* _Exercise aim_
Write out the whole listing exactly; no images belong in it.

[Records for this task — start]

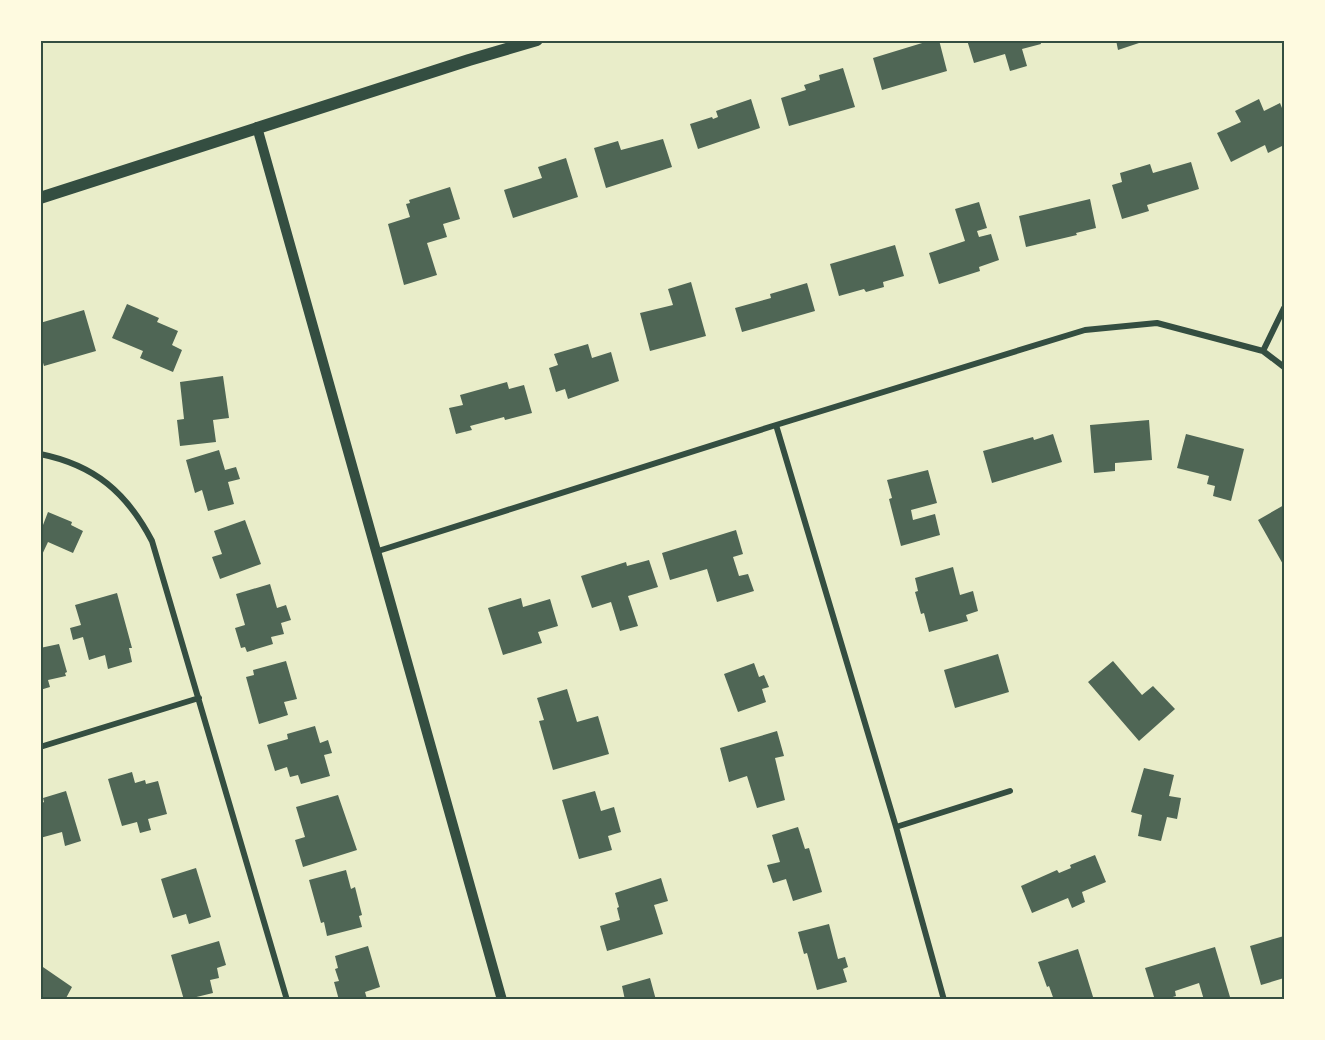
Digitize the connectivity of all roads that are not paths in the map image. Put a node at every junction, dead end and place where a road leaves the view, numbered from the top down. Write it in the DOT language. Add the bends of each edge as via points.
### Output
graph roads {
  1 [pos="537,40"];
  2 [pos="257,127"];
  3 [pos="40,198"];
  4 [pos="1284,308"];
  5 [pos="1263,351"];
  6 [pos="1284,367"];
  7 [pos="776,425"];
  8 [pos="40,454"];
  9 [pos="375,552"];
  10 [pos="199,698"];
  11 [pos="40,747"];
  12 [pos="1010,792"];
  13 [pos="896,827"];
  14 [pos="287,999"];
  15 [pos="502,999"];
  16 [pos="944,999"];
  1 -- 2 [label="main road"];
  2 -- 3 [label="main road"];
  2 -- 9 [label="street"];
  4 -- 5 [label="street"];
  5 -- 6 [label="street"];
  5 -- 7 [label="street" via="1157,323 1085,330"];
  7 -- 9 [label="street"];
  7 -- 13 [label="street"];
  8 -- 10 [label="street" via="82,468 113,487 130,504 152,541"];
  9 -- 15 [label="street"];
  10 -- 11 [label="street"];
  10 -- 14 [label="street"];
  12 -- 13 [label="street"];
  13 -- 16 [label="street"];
}
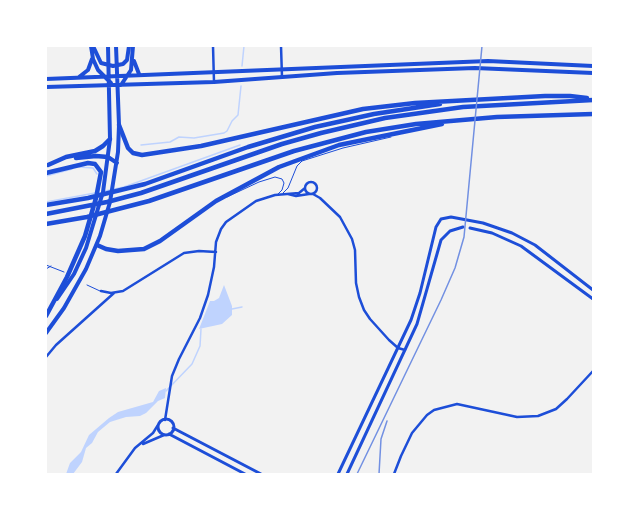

[Records for this task — finish]

* _Expected answer_
Digitize the connectivity of all roads that are not paths in the map image. Put a node at every junction, dead end and place where a road leaves the view, numbered from the top down. Write it in the DOT language. Add the bends of each edge as via points.
### Output
graph roads {
  1 [pos="537,40"];
  2 [pos="257,127"];
  3 [pos="40,198"];
  4 [pos="1284,308"];
  5 [pos="1263,351"];
  6 [pos="1284,367"];
  7 [pos="776,425"];
  8 [pos="40,454"];
  9 [pos="375,552"];
  10 [pos="199,698"];
  11 [pos="40,747"];
  12 [pos="1010,792"];
  13 [pos="896,827"];
  14 [pos="287,999"];
  15 [pos="502,999"];
  16 [pos="944,999"];
  1 -- 2 [label="main road"];
  2 -- 3 [label="main road"];
  2 -- 9 [label="street"];
  4 -- 5 [label="street"];
  5 -- 6 [label="street"];
  5 -- 7 [label="street" via="1157,323 1085,330"];
  7 -- 9 [label="street"];
  7 -- 13 [label="street"];
  8 -- 10 [label="street" via="82,468 113,487 130,504 152,541"];
  9 -- 15 [label="street"];
  10 -- 11 [label="street"];
  10 -- 14 [label="street"];
  12 -- 13 [label="street"];
  13 -- 16 [label="street"];
}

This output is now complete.